→ WORK ITEM
From the records below, pull each line that has "Миколи".

=== Begin Enclosure ===

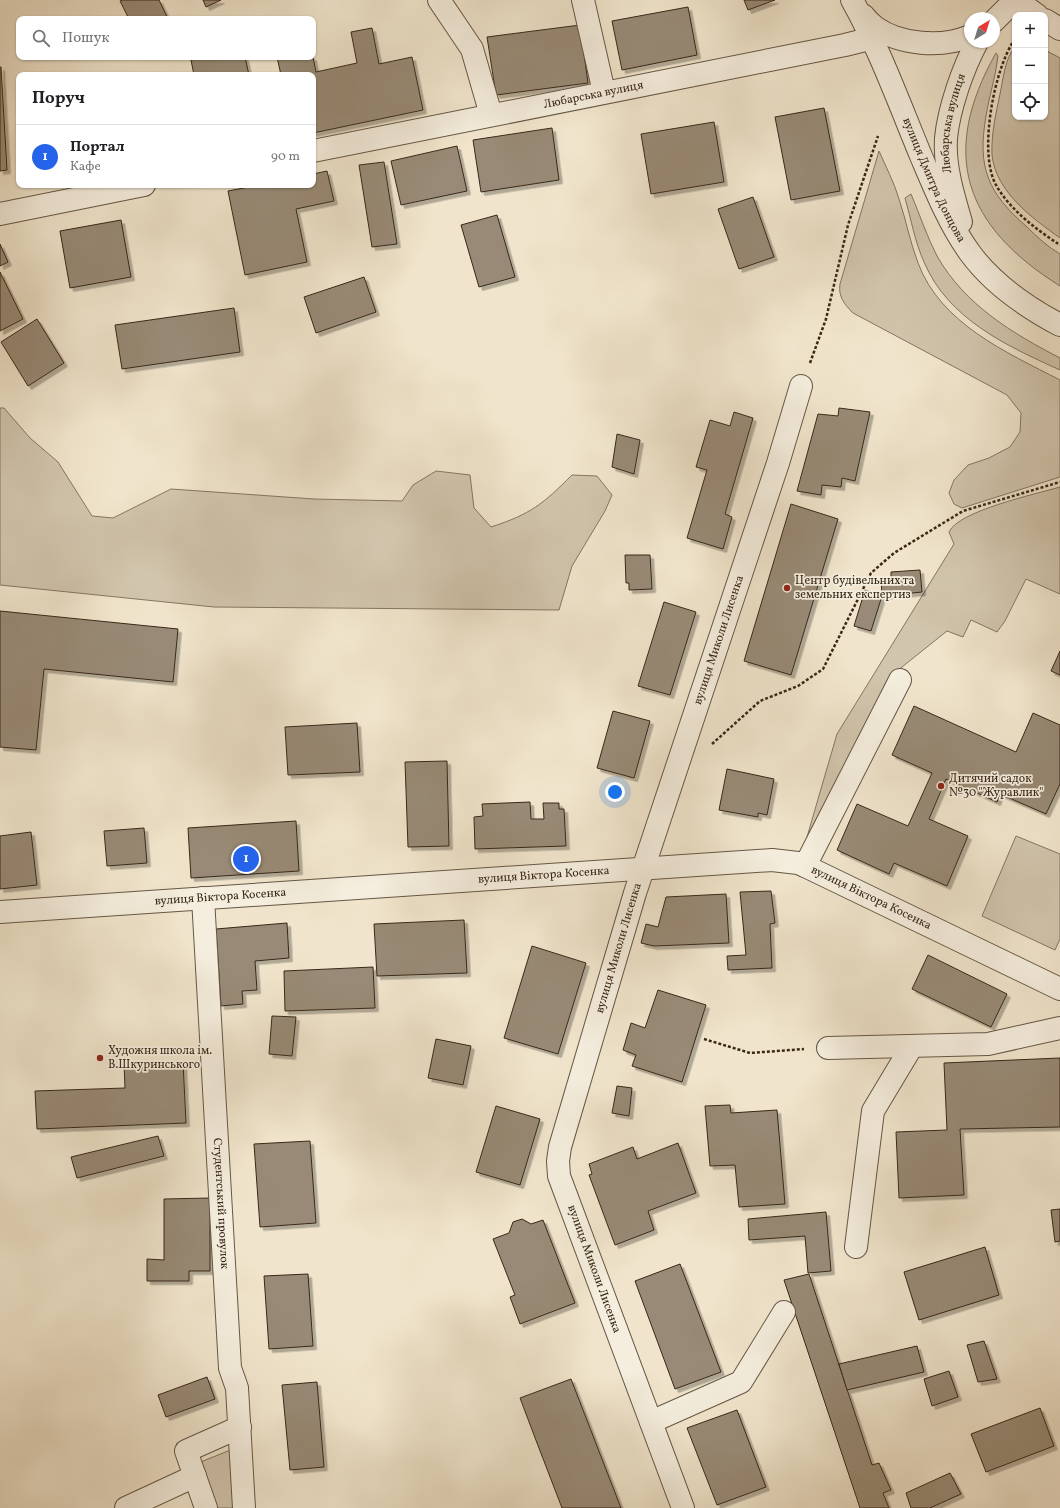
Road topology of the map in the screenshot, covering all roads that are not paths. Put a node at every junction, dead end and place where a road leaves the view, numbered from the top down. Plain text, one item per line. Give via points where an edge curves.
1 (438, 0) edge
2 (583, 0) edge
3 (1016, 0) edge
4 (856, 6) edge
5 (1033, 12) edge
6 (1000, 15) edge
7 (1048, 22) edge
8 (1060, 29) edge
9 (873, 38) junction
10 (964, 38) edge
11 (974, 48) edge
12 (604, 92) junction
13 (492, 115) junction
14 (316, 150) edge
15 (129, 188) edge
16 (0, 214) edge
17 (970, 253) junction
18 (1060, 325) edge
19 (801, 386) road end
20 (900, 680) dead end
21 (804, 866) junction
22 (642, 869) junction
23 (203, 898) junction
24 (0, 912) edge
25 (1060, 989) edge
26 (1060, 1028) edge
27 (912, 1046) junction
28 (828, 1048) road end
29 (856, 1247) dead end
30 (784, 1312) dead end
31 (651, 1422) junction
32 (240, 1427) junction
33 (195, 1476) junction
34 (126, 1508) edge
35 (206, 1508) edge
36 (244, 1508) edge
37 (683, 1508) edge

1 - 13 street via 472,49
2 - 12 street
3 - 5 street
3 - 6 street
4 - 9 street, вулиця Дмитра Донцова
4 - 10 street via 875,27 914,42 952,42
7 - 8 street
9 - 12 street, Любарська вулиця via 845,46
9 - 17 street, вулиця Дмитра Донцова via 941,204
11 - 17 street, Любарська вулиця via 957,92 946,138 954,199
12 - 13 street, Любарська вулиця
13 - 14 street, Любарська вулиця
15 - 16 street
17 - 18 street, вулиця Дмитра Донцова via 1015,296
19 - 22 street, вулиця Миколи Лисенка via 778,463
20 - 21 street
21 - 22 street, вулиця Віктора Косенка via 772,860
21 - 25 street, вулиця Віктора Косенка
22 - 23 street, вулиця Віктора Косенка
22 - 31 street, вулиця Миколи Лисенка via 558,1161 560,1176
23 - 24 street, вулиця Віктора Косенка
23 - 32 street, Студентський провулок via 230,1368 237,1388
26 - 27 street via 988,1044
27 - 28 street
27 - 29 street via 873,1111
30 - 31 street via 741,1382
31 - 37 street, вулиця Миколи Лисенка
32 - 33 street via 186,1451
32 - 36 street, Студентський провулок
33 - 34 street
33 - 35 street

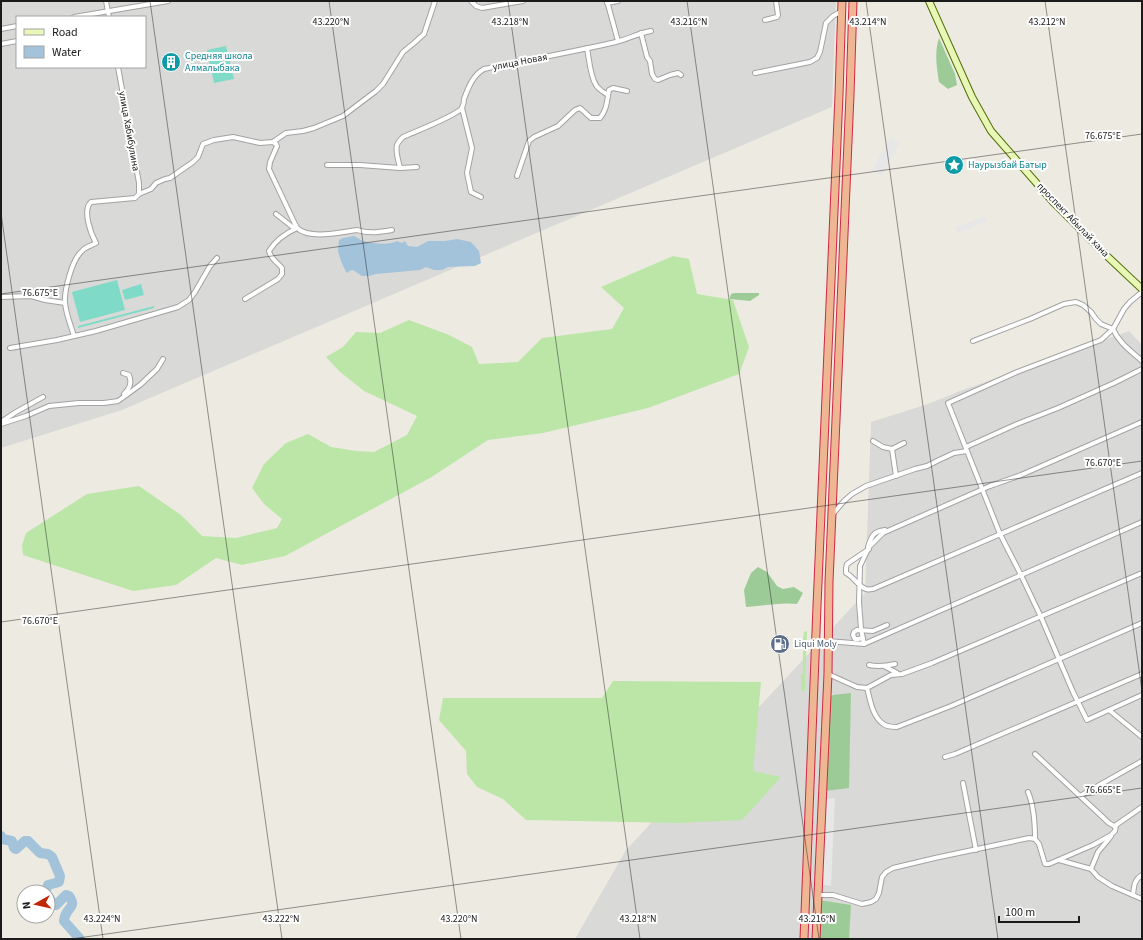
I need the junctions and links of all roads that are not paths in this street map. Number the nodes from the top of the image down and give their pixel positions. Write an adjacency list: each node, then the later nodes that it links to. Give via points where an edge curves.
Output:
1 (106, 1): 13 (street)
2 (168, 1): 13 (street)
3 (435, 1): 31 (street, via 424,34 403,52 376,91 343,116 314,128 286,133)
4 (471, 1): 5 (street, via 482,8)
5 (523, 1)
6 (618, 1): 11 (street)
7 (776, 1): 16 (street, via 777,17)
8 (842, 1): 12 (highway)
9 (854, 1): 68 (highway)
10 (929, 1): 44 (main road, проспект Абылай хана, via 972,98 991,131 1054,202)
11 (607, 2): 22 (street)
12 (842, 11): 26 (street, via 826,23 820,52 816,58 810,62); 111 (highway)
13 (108, 12): 14 (street); 15 (street)
14 (81, 16)
15 (109, 16)
16 (765, 20)
17 (16, 26): 18 (street)
18 (1, 28)
19 (651, 31): 20 (street, улица Новая)
20 (641, 33): 22 (street, улица Новая); 27 (street, via 655,78 658,80 678,72)
21 (16, 41): 23 (street)
22 (618, 41): 24 (street, улица Новая)
23 (1, 44)
24 (587, 48): 29 (street, via 596,84); 30 (street, улица Новая, via 484,69 468,88)
25 (118, 68): 38 (street, улица Хабибулина, via 139,183)
26 (755, 72)
27 (681, 75)
28 (627, 91): 29 (street, via 613,88 609,90)
29 (608, 95): 37 (street, via 604,114 600,118 590,118 580,108 558,126 529,141)
30 (462, 108): 36 (street, via 450,117 403,137 397,145); 39 (street, via 472,148 467,173 468,182 471,192)
31 (283, 136): 32 (street); 33 (street)
32 (273, 142): 33 (street); 38 (street, via 260,143 233,137 203,144 193,162 170,178)
33 (277, 146): 41 (street, via 269,169 297,226)
34 (327, 165): 36 (street)
35 (417, 167): 36 (street)
36 (400, 168)
37 (517, 176)
38 (138, 194): 48 (street, via 135,198 90,202 86,216 96,243 83,249 74,261)
39 (481, 196)
40 (276, 214): 41 (street)
41 (296, 229): 42 (street, via 310,234 357,230 375,233); 47 (street, via 279,239 269,251 271,257 282,268 282,274 271,284)
42 (392, 230)
43 (217, 258): 50 (street, via 184,304)
44 (1142, 289)
45 (1142, 292): 49 (street, via 1124,309)
46 (1, 297): 48 (street, via 31,296)
47 (245, 299)
48 (65, 303): 50 (street)
49 (1113, 329): 51 (street, via 1101,324 1083,305 1076,302 1064,304); 54 (street, via 1116,337); 64 (street, via 1101,340 1017,372 948,403)
50 (74, 336): 52 (street)
51 (973, 341)
52 (10, 348)
53 (163, 359): 58 (street, via 157,369 140,385)
54 (1142, 361)
55 (1142, 369): 64 (street)
56 (123, 372): 58 (street, via 129,375 130,385)
57 (43, 397): 60 (street)
58 (119, 400): 60 (street, via 49,406)
59 (1142, 422): 67 (street)
60 (1, 423)
61 (873, 441): 63 (street)
62 (904, 443): 63 (street)
63 (892, 449): 66 (street)
64 (967, 449): 66 (street); 67 (street)
65 (1142, 473): 70 (street)
66 (896, 476): 68 (street, via 866,486 852,494)
67 (982, 490): 70 (street); 71 (street, via 883,533)
68 (832, 515): 80 (highway)
69 (1142, 522): 73 (street)
70 (1000, 534): 73 (street); 74 (street, via 873,589 866,589)
71 (869, 549): 74 (street, via 860,566); 74 (street, via 847,564 846,568 846,573)
72 (1142, 573): 75 (street)
73 (1021, 575): 75 (street); 81 (street)
74 (860, 585): 78 (street)
75 (1041, 617): 82 (street); 87 (street)
76 (1142, 624): 82 (street)
77 (887, 625): 78 (street, via 873,631)
78 (861, 630): 79 (street); 79 (street, via 857,630 853,635 856,639)
79 (863, 638): 81 (street)
80 (828, 641): 81 (street); 86 (highway)
81 (864, 644)
82 (1059, 660): 89 (street, via 897,727 883,724 877,717); 91 (street)
83 (895, 664): 85 (street)
84 (869, 665): 85 (street)
85 (884, 666): 87 (street)
86 (828, 674): 89 (street, via 857,687); 109 (highway)
87 (902, 674): 89 (street, via 891,675)
88 (1142, 674): 91 (street)
89 (866, 688)
90 (1142, 695): 92 (street)
91 (1078, 702): 92 (street, via 1087,720); 95 (street)
92 (1109, 710): 93 (street)
93 (1142, 737)
94 (1035, 754): 99 (street)
95 (945, 757)
96 (1142, 761): 99 (street)
97 (963, 783): 104 (street)
98 (1028, 792): 103 (street)
99 (1080, 796): 101 (street, via 1109,823)
100 (1142, 806): 101 (street)
101 (1116, 825): 102 (street)
102 (1111, 835): 105 (street); 106 (street, via 1098,852)
103 (1035, 839): 104 (street, via 1029,838); 105 (street, via 1045,864)
104 (976, 850): 109 (street, via 893,868 882,878 879,893 871,902 862,904 833,895)
105 (1058, 860): 106 (street)
106 (1091, 869): 108 (street, via 1112,886)
107 (1142, 875): 108 (street, via 1135,882)
108 (1133, 895): 110 (street)
109 (817, 896): 112 (highway)
110 (1142, 899)
111 (804, 939)
112 (816, 939)

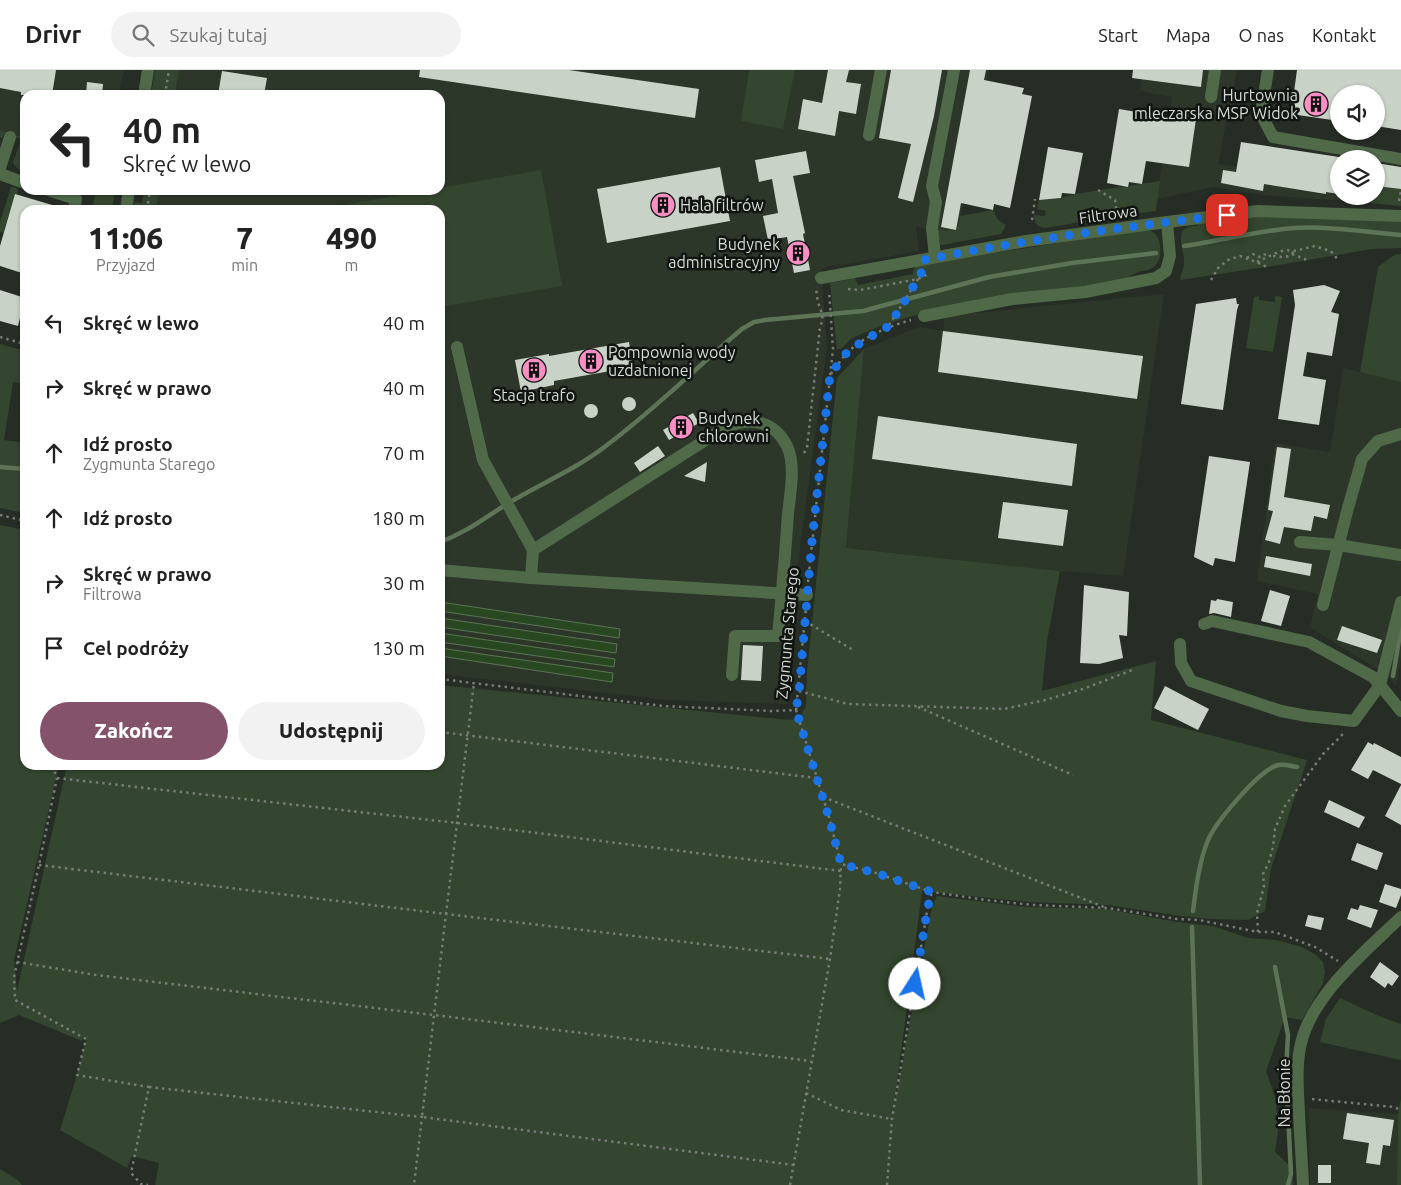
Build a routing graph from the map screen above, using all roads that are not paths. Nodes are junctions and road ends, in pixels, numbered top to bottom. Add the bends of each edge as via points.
1 (148, 70) edge
2 (881, 70) edge
3 (954, 70) edge
4 (1215, 70) edge
5 (1268, 70) edge
6 (145, 90) edge
7 (1211, 97) dead end
8 (869, 136) dead end
9 (10, 137) dead end
10 (1401, 158) edge
11 (0, 168) edge
12 (0, 174) edge
13 (20, 181) edge
14 (62, 195) edge
15 (76, 200) edge
16 (1400, 212) edge
17 (1167, 222) junction
18 (929, 259) junction
19 (821, 280) road end
20 (924, 316) road end
21 (457, 347) dead end
22 (1401, 434) edge
23 (1300, 542) dead end
24 (1338, 545) junction
25 (533, 550) junction
26 (1401, 555) edge
27 (445, 570) edge
28 (531, 578) junction
29 (783, 593) junction
30 (807, 595) road end
31 (1401, 602) edge
32 (1323, 605) dead end
33 (1204, 624) dead end
34 (1180, 644) dead end
35 (732, 675) dead end
36 (1380, 685) junction
37 (1401, 711) edge
38 (1401, 917) edge
39 (1303, 1185) edge

1 - 6 street
2 - 8 street
3 - 18 street via 932,186 936,202
4 - 7 street
5 - 10 street via 1261,114 1273,137
9 - 11 street
12 - 13 street
14 - 15 street
16 - 17 street, Filtrowa via 1258,211
17 - 18 street, Filtrowa via 1026,241
17 - 20 street via 1170,256 1166,271 1156,278 1085,292 1012,299
18 - 19 street, Filtrowa
21 - 25 street via 483,460
22 - 24 street via 1378,441 1362,459
23 - 24 street
24 - 26 street
24 - 32 street
25 - 28 street
25 - 29 street via 726,427 750,420 770,427 780,436 787,446 790,460
27 - 28 street
28 - 29 street
29 - 30 street
29 - 35 street via 778,636 735,636
31 - 36 street
33 - 36 street via 1212,621 1309,642 1373,677
34 - 36 street via 1181,663 1191,681 1281,711 1354,721
36 - 37 street
38 - 39 street, Na Błonie via 1336,982 1308,1023 1300,1046 1297,1072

=== End Enclosure ===

→ EXERCISE RESULT
19 - 22 street, вулиця Миколи Лисенка via 778,463
22 - 31 street, вулиця Миколи Лисенка via 558,1161 560,1176
31 - 37 street, вулиця Миколи Лисенка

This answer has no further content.